I think the baseball analogy fails because baseball is a competition for competition's sake. If steroids made every player 20% better, then they'd still all be in the same place with respect to each other, and no one would be better off. A baseball player who uses steroids, then, benefits only because he gets a leg up on the competition, and not because he's any more effective at accomplishing anything of real value. There's no benefit in hitting a ball a few dozen yards further, except insofar as you're hitting it further than your competition.

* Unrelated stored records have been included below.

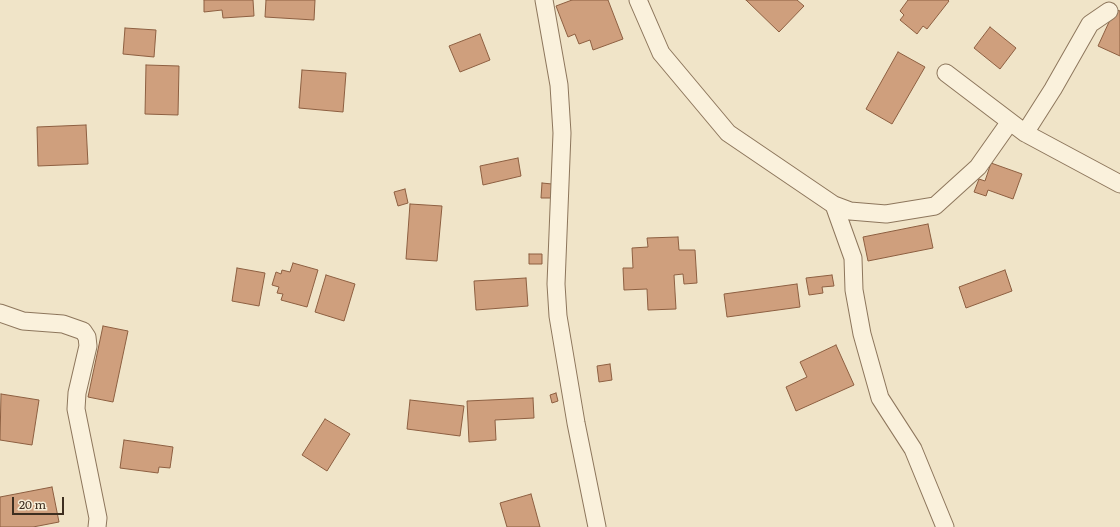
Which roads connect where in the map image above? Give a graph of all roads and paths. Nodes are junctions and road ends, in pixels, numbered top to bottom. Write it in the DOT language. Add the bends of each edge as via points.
graph roads {
  1 [pos="544,0"];
  2 [pos="638,0"];
  3 [pos="1109,11"];
  4 [pos="946,73"];
  5 [pos="1009,123"];
  6 [pos="1025,133"];
  7 [pos="1120,184"];
  8 [pos="834,205"];
  9 [pos="0,313"];
  10 [pos="97,527"];
  11 [pos="597,527"];
  12 [pos="945,527"];
  1 -- 11 [label="street" via="559,85 562,133 556,284 558,316"];
  2 -- 8 [label="street" via="661,53 728,134"];
  3 -- 6 [label="street" via="1090,24"];
  4 -- 5 [label="street"];
  5 -- 6 [label="street"];
  5 -- 8 [label="street" via="978,167 935,206 886,214 850,212"];
  6 -- 7 [label="street"];
  8 -- 12 [label="street" via="853,258 854,290 862,334 880,398 914,449"];
  9 -- 10 [label="street" via="23,321 63,324 83,330 87,337 88,346 77,393 76,409 98,518"];
}
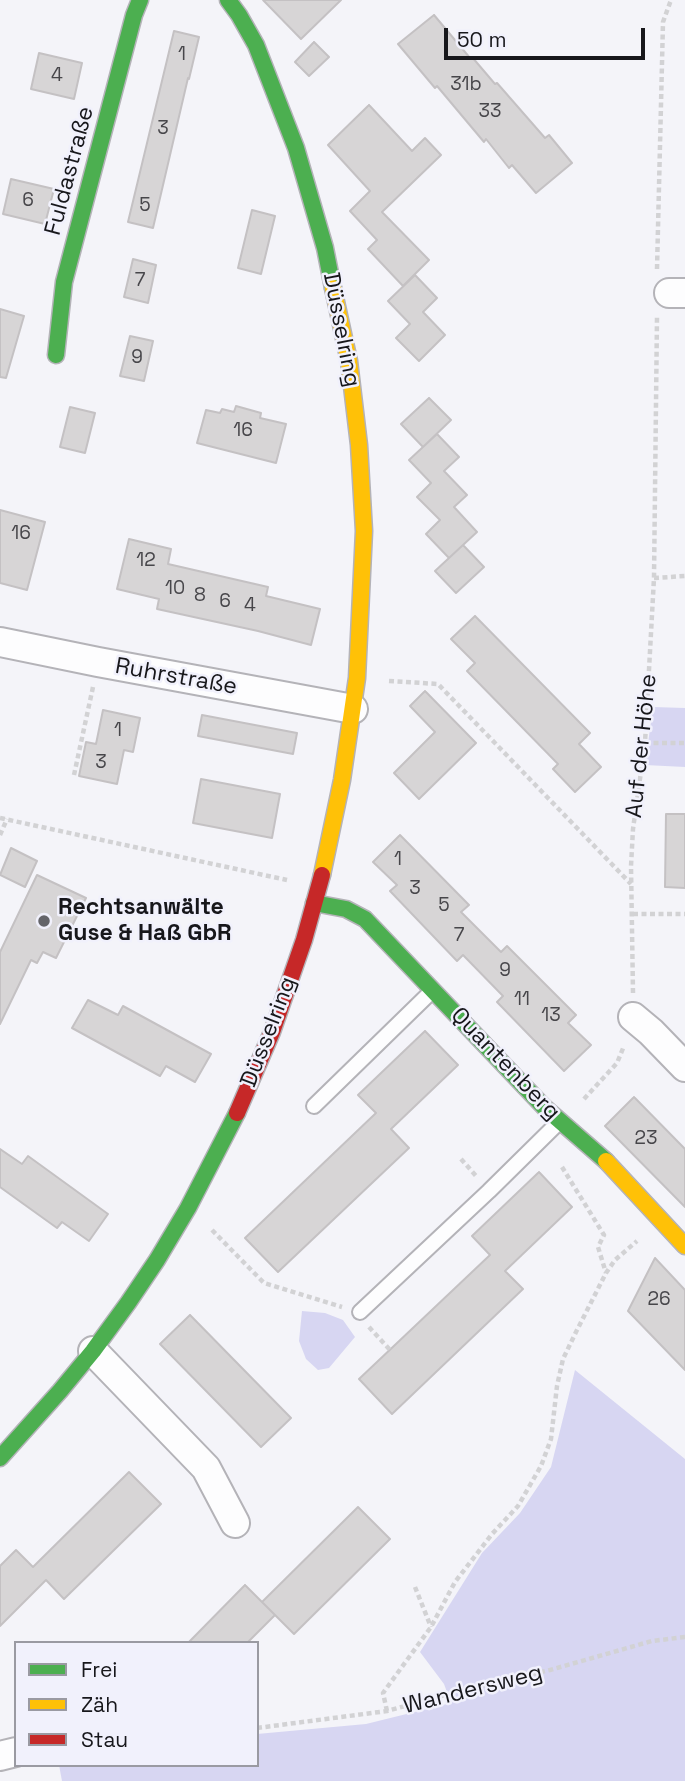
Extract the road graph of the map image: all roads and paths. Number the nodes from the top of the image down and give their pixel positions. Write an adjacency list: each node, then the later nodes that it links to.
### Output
1 (140, 0): 3 (street, Fuldastraße)
2 (228, 0): 6 (street, Düsselring)
3 (56, 355)
4 (685, 576): 9 (path, Auf der Höhe)
5 (0, 642): 8 (street, Ruhrstraße)
6 (357, 678): 8 (street, Düsselring); 15 (path)
7 (94, 683): 11 (path)
8 (353, 709): 16 (street, Düsselring)
9 (645, 743): 10 (path); 15 (path, Auf der Höhe)
10 (685, 743)
11 (74, 775)
12 (0, 818): 13 (path)
13 (7, 819): 14 (path); 16 (path)
14 (0, 835)
15 (631, 884): 17 (path, Auf der Höhe)
16 (317, 895): 19 (street, Quantenberg); 26 (street, Düsselring)
17 (633, 914): 18 (path); 20 (path, Auf der Höhe)
18 (685, 914)
19 (433, 990): 22 (lane); 23 (street, Quantenberg)
20 (633, 1017): 21 (street); 23 (path, Auf der Höhe)
21 (685, 1067)
22 (314, 1106)
23 (544, 1107): 24 (street, Quantenberg)
24 (560, 1121): 25 (lane); 27 (street, Quantenberg)
25 (544, 1136): 29 (path); 30 (lane)
26 (188, 1208): 30 (path); 32 (street, Düsselring)
27 (663, 1222): 28 (street, Quantenberg); 29 (path)
28 (685, 1246)
29 (606, 1273): 36 (path)
30 (360, 1312): 31 (path)
31 (390, 1350)
32 (93, 1351): 33 (street, Düsselring); 34 (street)
33 (0, 1458)
34 (235, 1523)
35 (415, 1587): 36 (path)
36 (431, 1627): 38 (path)
37 (685, 1637): 38 (path, Wandersweg)
38 (387, 1711): 39 (path, Wandersweg)
39 (259, 1728)

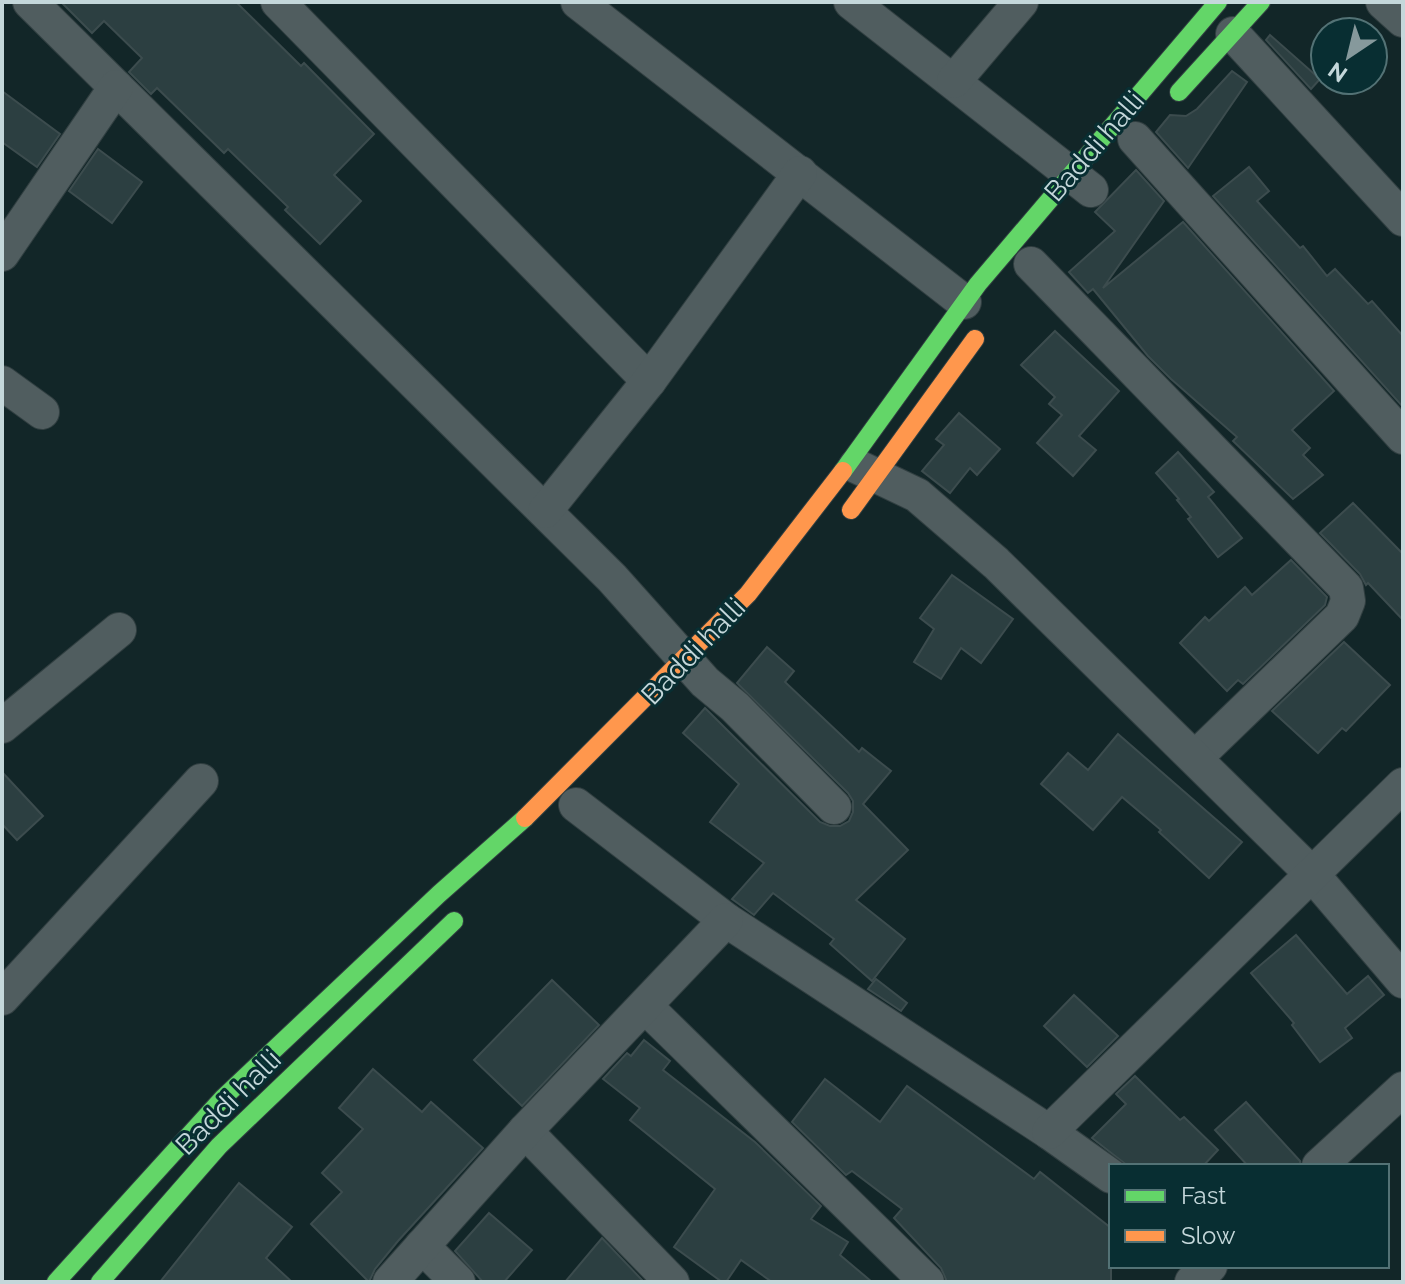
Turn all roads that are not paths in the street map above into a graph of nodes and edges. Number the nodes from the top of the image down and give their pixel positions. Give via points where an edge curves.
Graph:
1 (30, 2) edge
2 (278, 2) edge
3 (578, 2) edge
4 (851, 2) edge
5 (1021, 2) edge
6 (1218, 2) edge
7 (1261, 2) edge
8 (1383, 2) edge
9 (1403, 20) edge
10 (1233, 34) junction
11 (954, 81) junction
12 (116, 87) junction
13 (1167, 104) dead end
14 (1136, 139) dead end
15 (800, 173) junction
16 (1086, 186) junction
17 (1403, 219) edge
18 (2, 254) edge
19 (1031, 264) dead end
20 (976, 311) junction
21 (649, 381) junction
22 (2, 383) edge
23 (42, 412) dead end
24 (1403, 437) edge
25 (863, 469) junction
26 (545, 511) junction
27 (840, 524) dead end
28 (119, 630) dead end
29 (700, 677) junction
30 (2, 726) edge
31 (1195, 758) junction
32 (201, 781) dead end
33 (1403, 785) edge
34 (575, 805) dead end
35 (834, 807) dead end
36 (1311, 873) junction
37 (472, 904) dead end
38 (726, 920) junction
39 (1403, 981) edge
40 (2, 998) edge
41 (645, 1006) junction
42 (1403, 1089) edge
43 (525, 1131) junction
44 (1049, 1132) junction
45 (1321, 1164) edge
46 (1109, 1175) edge
47 (422, 1246) junction
48 (1208, 1268) edge
49 (56, 1282) edge
50 (100, 1282) edge
51 (390, 1282) edge
52 (458, 1282) edge
53 (672, 1282) edge
54 (927, 1282) edge
55 (1192, 1282) edge

1 - 12 street
2 - 21 street
3 - 15 street
4 - 11 street
5 - 11 street
6 - 16 street
7 - 10 street, Baddi halli
8 - 9 street
10 - 13 street, Baddi halli
10 - 17 street
11 - 16 street
12 - 18 street
12 - 26 street
14 - 24 street
15 - 20 street
15 - 21 street
16 - 20 street
19 - 31 street via 1346,588 1342,616
20 - 25 street
20 - 25 street
21 - 26 street
22 - 23 street
25 - 27 street
25 - 29 street via 748,594
25 - 31 street via 917,495 996,563
26 - 29 street
28 - 30 street
29 - 35 street
29 - 49 street via 525,818 406,925 223,1098
31 - 36 street
32 - 40 street
33 - 36 street
34 - 38 street
36 - 39 street
36 - 44 street
37 - 50 street, Baddi halli via 219,1146
38 - 41 street
38 - 44 street
41 - 43 street
41 - 54 street
42 - 45 street
43 - 47 street
43 - 53 street
44 - 46 street
47 - 51 street
47 - 52 street
48 - 55 street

Even if near perfect steroids could be made, that increased strength with almost no adverse health risks, we would still consider them an unfair advantage.
If a drug helps medical students to learn more, learn faster, learn better, or just spend more time studying and less sleeping, it puts them at a competitive advantage to their peers, but it may also help them learn to be better doctors. And there's a real benefit to having better doctors. If every med student were to take such a drug, then in principle everyone would be better off. The important question becomes, what are the costs or risks of a drug, and how do they compare to the benefits? For some drugs, like caffeine, many people agree that the not-insubstantial benefits far outweigh the relatively innocuous and minor risks, and so we allow, and often even encourage, widespread use. For other drugs, like, say, methamphetamines the potential benefits are far outweighed by the adverse health effects, addictiveness, and potential for abuse, so we discourage their use. In principle, though, if some alternate form of meth could be discovered with a great effect on attention and learning with almost no side effects, we would be fools not to encourage students to use it.